Au début, il semble difficile de lier les deux intrigues que Tarsem Singh monte en parallèle. D’un côté, nous découvrons Catherine Deane (Jennifer Lopez), une psychologue pour enfants qui emploie une technologie expérimentale lui permettant d’entrer littéralement à l’intérieur de l’esprit de jeunes patients. De l’autre, nous assistons avec effroi aux exactions de Rudolph Stargher (Vincent D’Onofrio), un tueur psychopathe particulièrement tordu qui noie ses victimes féminines dans une cage de verre. La police et le FBI sont sur les dents, mais lorsqu’ils parviennent enfin à mettre la main sur lui, Stargher tombe dans le coma suite à une violente crise de schizophrénie. Or sa dernière victime est cachée quelque part, promise à une mort certaine. Comment la retrouver ? Une seule solution semble envisageable, même si elle s’annonce hasardeuse et dangereuse : transporter le tueur inanimé dans le laboratoire où travaille Catherine et demander à cette dernière d’entrer dans son esprit pour lui soutirer l’information. La psychologue accepte, sans se douter que cette odyssée dans le cerveau du serial killer va la plonger aux confins de l’horreur.

Voyage au centre de l’enfer

Le concept est en soi fascinant et aurait déjà largement suffi à placer The Cell au-dessus de la moyenne des thrillers criminels post-Silence des agneaux. Mais avec l’esthétique folle dont Tarsem Singh dote son film, nous entrons littéralement dans une autre dimension.
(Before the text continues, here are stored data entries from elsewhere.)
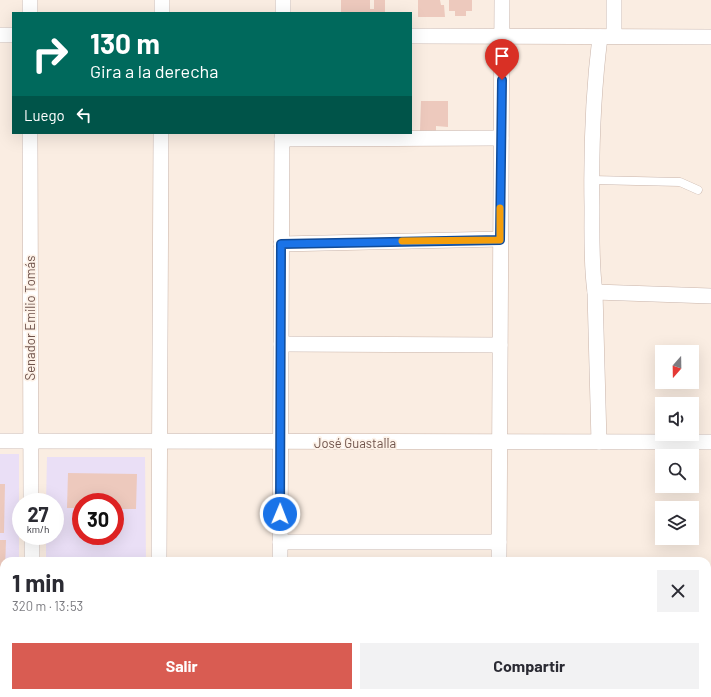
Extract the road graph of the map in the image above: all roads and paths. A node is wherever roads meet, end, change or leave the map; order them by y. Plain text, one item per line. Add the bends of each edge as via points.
1 (30, 0) edge
2 (162, 0) edge
3 (283, 0) edge
4 (502, 0) edge
5 (614, 0) edge
6 (30, 12) edge
7 (162, 12) edge
8 (282, 12) edge
9 (0, 35) edge
10 (12, 35) edge
11 (412, 36) edge
12 (502, 36) junction
13 (607, 36) junction
14 (711, 37) edge
15 (30, 134) edge
16 (161, 134) edge
17 (282, 136) edge
18 (501, 138) junction
19 (592, 180) junction
20 (698, 190) dead end
21 (500, 240) junction
22 (281, 244) junction
23 (595, 292) junction
24 (711, 296) edge
25 (281, 344) junction
26 (500, 345) junction
27 (0, 441) edge
28 (31, 442) junction
29 (160, 442) junction
30 (281, 442) junction
31 (599, 442) junction
32 (711, 442) edge
33 (499, 443) junction
34 (31, 493) edge
35 (280, 542) junction
36 (499, 542) junction
37 (32, 545) edge
38 (32, 557) edge
39 (160, 557) edge
40 (280, 557) edge
41 (499, 557) edge

1 - 6 street
2 - 7 street
3 - 8 street
4 - 12 street
5 - 13 street
9 - 10 street
11 - 12 street
12 - 13 street
12 - 18 street
13 - 14 street
13 - 19 street via 594,99
15 - 28 street, Senador Emilio Tomás
16 - 29 street
17 - 18 street
17 - 22 street
18 - 21 street
19 - 20 lane via 680,182
19 - 23 street via 592,273
21 - 22 street
21 - 26 street
22 - 25 street
23 - 24 street
23 - 31 street
25 - 26 street
25 - 30 street
26 - 33 street
27 - 28 street, José Guastalla
28 - 29 street, José Guastalla
28 - 34 street, Senador Emilio Tomás
29 - 30 street, José Guastalla
29 - 39 street
30 - 33 street, José Guastalla
30 - 35 street
31 - 32 street, José Guastalla
31 - 33 street, José Guastalla
33 - 36 street
35 - 36 street
35 - 40 street
36 - 41 street
37 - 38 street

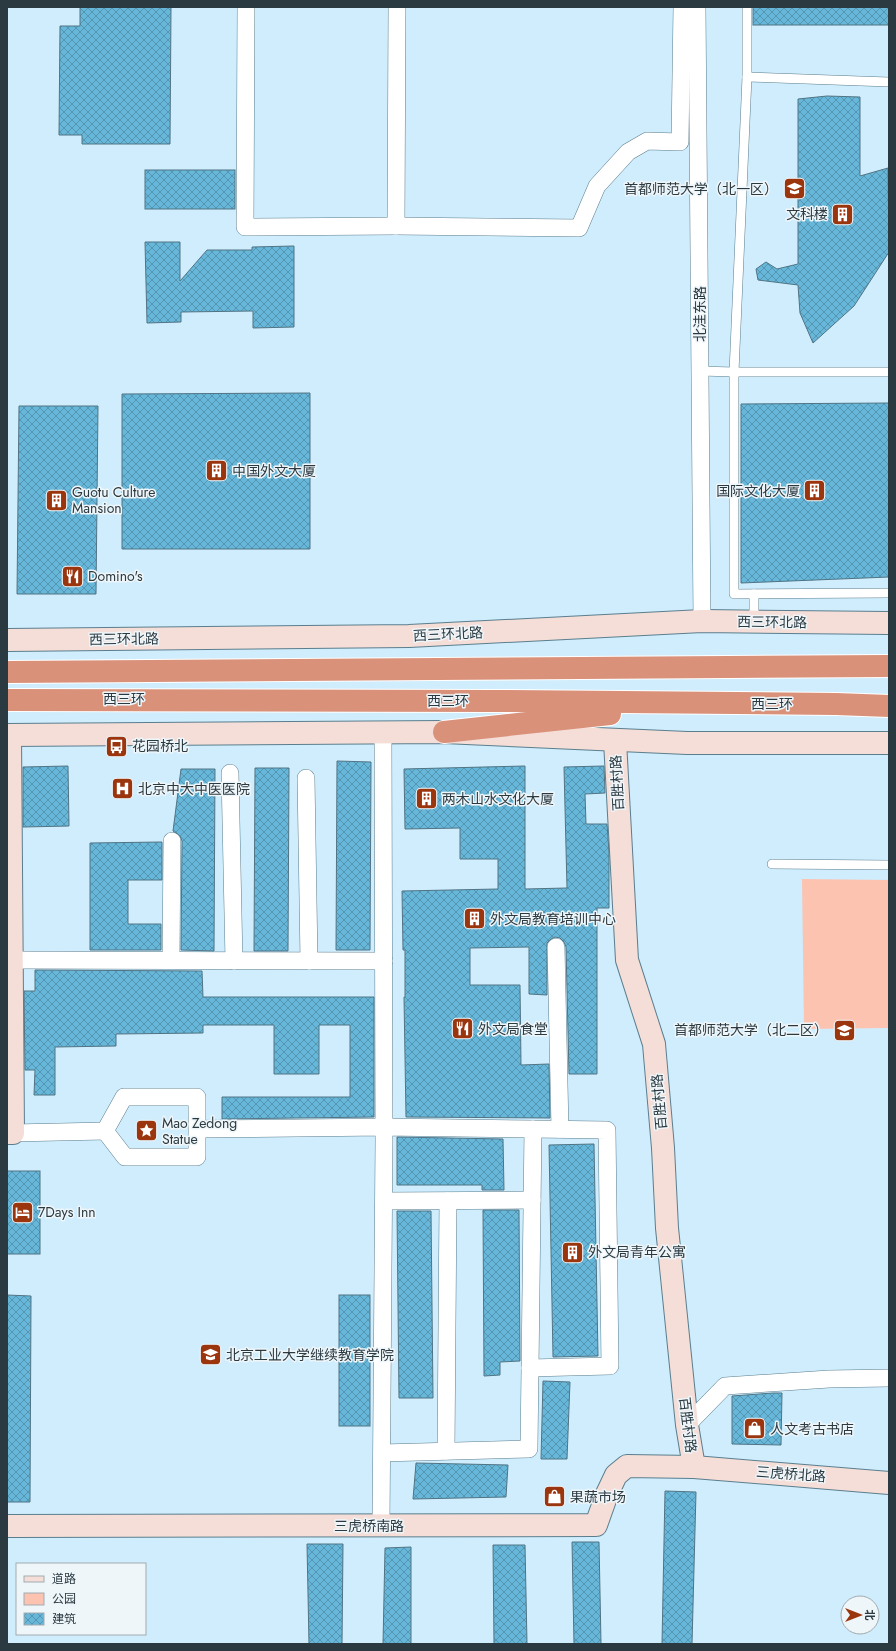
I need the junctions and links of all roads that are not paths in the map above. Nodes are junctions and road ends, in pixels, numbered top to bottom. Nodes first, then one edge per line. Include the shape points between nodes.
1 (246, 7) edge
2 (397, 7) edge
3 (682, 7) edge
4 (697, 7) edge
5 (747, 7) edge
6 (747, 77) junction
7 (889, 82) edge
8 (396, 226) junction
9 (700, 370) junction
10 (734, 372) junction
11 (889, 372) edge
12 (889, 593) edge
13 (754, 594) junction
14 (702, 621) junction
15 (754, 621) junction
16 (889, 623) edge
17 (7, 640) edge
18 (889, 666) edge
19 (835, 667) junction
20 (889, 671) edge
21 (7, 672) edge
22 (7, 700) edge
23 (889, 700) edge
24 (713, 703) junction
25 (836, 704) junction
26 (889, 706) edge
27 (382, 732) junction
28 (444, 732) junction
29 (8, 736) edge
30 (615, 740) junction
31 (889, 743) edge
32 (230, 773) dead end
33 (306, 778) dead end
34 (172, 841) dead end
35 (772, 864) dead end
36 (889, 865) edge
37 (556, 947) dead end
38 (12, 960) junction
39 (171, 960) junction
40 (234, 961) junction
41 (309, 961) junction
42 (384, 961) junction
43 (384, 1127) junction
44 (198, 1129) junction
45 (533, 1129) junction
46 (560, 1130) junction
47 (105, 1131) junction
48 (10, 1133) edge
49 (532, 1200) junction
50 (384, 1201) junction
51 (448, 1201) junction
52 (530, 1368) junction
53 (889, 1378) edge
54 (688, 1425) junction
55 (446, 1451) junction
56 (382, 1453) junction
57 (694, 1467) junction
58 (889, 1483) edge
59 (7, 1526) edge
60 (381, 1526) junction

1 - 8 street via 245,227
2 - 8 street
3 - 8 street via 680,142 647,141 628,152 598,186 579,228
4 - 9 street, 北洼东路
5 - 6 lane
6 - 7 lane
6 - 10 lane
9 - 10 lane
9 - 14 street, 北洼东路
10 - 11 lane
10 - 13 lane via 734,594
12 - 13 lane
13 - 15 lane
14 - 15 street, 西三环北路
14 - 17 street, 西三环北路 via 409,636
15 - 16 street, 西三环北路
18 - 19 highway, 西三环
19 - 20 highway
19 - 21 highway, 西三环
22 - 24 highway, 西三环
23 - 25 highway
24 - 25 highway, 西三环
24 - 28 highway
25 - 26 highway, 西三环
27 - 28 street
27 - 29 street
27 - 42 street
28 - 30 street
29 - 38 street
30 - 31 street via 687,743
30 - 54 street, 百胜村路 via 628,960 654,1044 668,1228
32 - 40 street
33 - 41 street
34 - 39 street
35 - 36 lane
37 - 46 street
38 - 39 street
38 - 48 street
39 - 40 street
40 - 41 street
41 - 42 street
42 - 43 street
43 - 44 street
43 - 45 street
43 - 50 street
44 - 47 street via 197,1156 125,1157
44 - 47 street via 197,1097 124,1097
45 - 46 street
45 - 49 street
46 - 52 street via 607,1130 610,1366
47 - 48 street
49 - 51 street
49 - 52 street
50 - 51 street
50 - 56 street
51 - 55 street
52 - 55 street via 529,1449
53 - 54 street via 725,1386
54 - 57 street, 百胜村路
55 - 56 street
56 - 60 street
57 - 58 street, 三虎桥北路
57 - 60 street, 三虎桥南路 via 627,1466 616,1475 596,1525
59 - 60 street, 三虎桥南路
En se laissant influencer par les œuvres picturales de Bacon, Dali et Giger mais aussi par David Lynch (notamment la série Twin Peaks à laquelle il rend plusieurs hommages) et Francis Coppola (dont le Dracula lui fit si forte impression qu’il embaucha sa costumière Eiko Ishioka), le cinéaste déploie des trésors d’inventivité pour que son premier long-métrage possède une patine ébouriffante. Chaque nouveau voyage dans le cerveau du tueur schizophrène ressemble à l’étape d’un train fantôme dont la destination finale n’est rien d’autre que l’Enfer. Certains liens semblent d’ailleurs se tisser – sans doute inconsciemment – entre The Cell et le méconnu Les Yeux de l’enfer. Tous les moyens sont bons pour désorienter et perturber les spectateurs : ultra-ralentis, images digitales, perspectives forcées, prises de vues vertigineuses, accélérés, décors et costumes surréalistes, maquillages spéciaux gore (conçus par les artistes de l’atelier KNB), musique étrange aux sonorités ethniques (composée par Howard Shore)… Parfois, on croirait assister au mariage contre-nature d’Alejandro Jodorowsky, Stanley Kubrick et Ken Russell. Ce raffinement cosmétique a poussé certains critiques à déplorer la vacuité du film, comme si une forme soignée impliquait un fond vide de sens. Or l’enveloppe de The Cell et son récit tourmenté sont étroitement liés, procurant aux spectateurs une expérience sensorielle et émotionnelle qu’ils ne sont pas près d’oublier.